There’s no doubt that economic conditions, political systems and centuries-old traditions make importing some of the things we’ve seen hard to do at home.

And in some ways, all we’re experiencing is modern manifestations of the student-led model of Bologna and its spread to Northern Europe, contrasted with the academic led masters’ model of Paris, Oxford and Cambridge – as those wallowing in England’s glorious past refuse to question notions of elite excellence that are tied up with social exclusivity, scarcity and authority.

But whether universities (and their SUs) want to improve their influence on society, protect their funding and support, or want to make real their strategic objectives on wellbeing, community and citizenship, there’s much to learn here.

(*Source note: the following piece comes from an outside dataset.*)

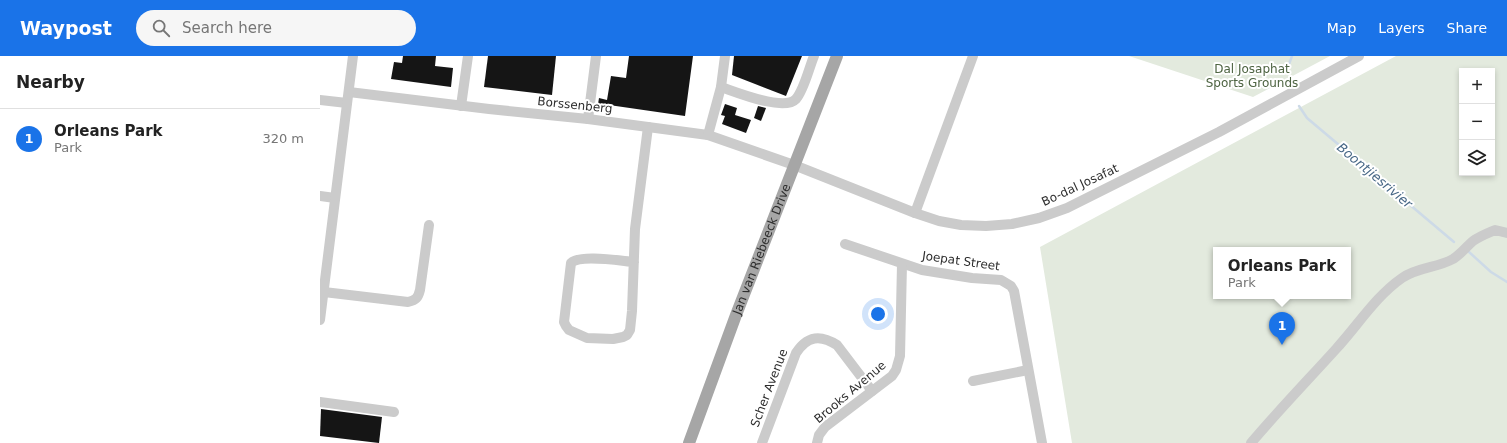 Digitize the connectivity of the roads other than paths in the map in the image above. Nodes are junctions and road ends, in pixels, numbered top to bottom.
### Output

Resisting the temptation to do things for students, distributing leadership, and putting in place the scaffolding for them to take responsibility for their university, their subject and other students, they are choices – that senior people (in universities, SUs, regulators and government) all have form on deciding not to take every day in the UK.

Whether we were talking about open student kitchen facilities or city-wide student festivals, not once on the trip did we hear that students won’t do it, can’t do it, or that there’s a regulation that says they’re not allowed to do it – and nor did we hear if they do do it they might mess it up or do it dangerously.

It was the reminder we needed that we’re not the greatest HE system in the world – but if we trust students, we could be.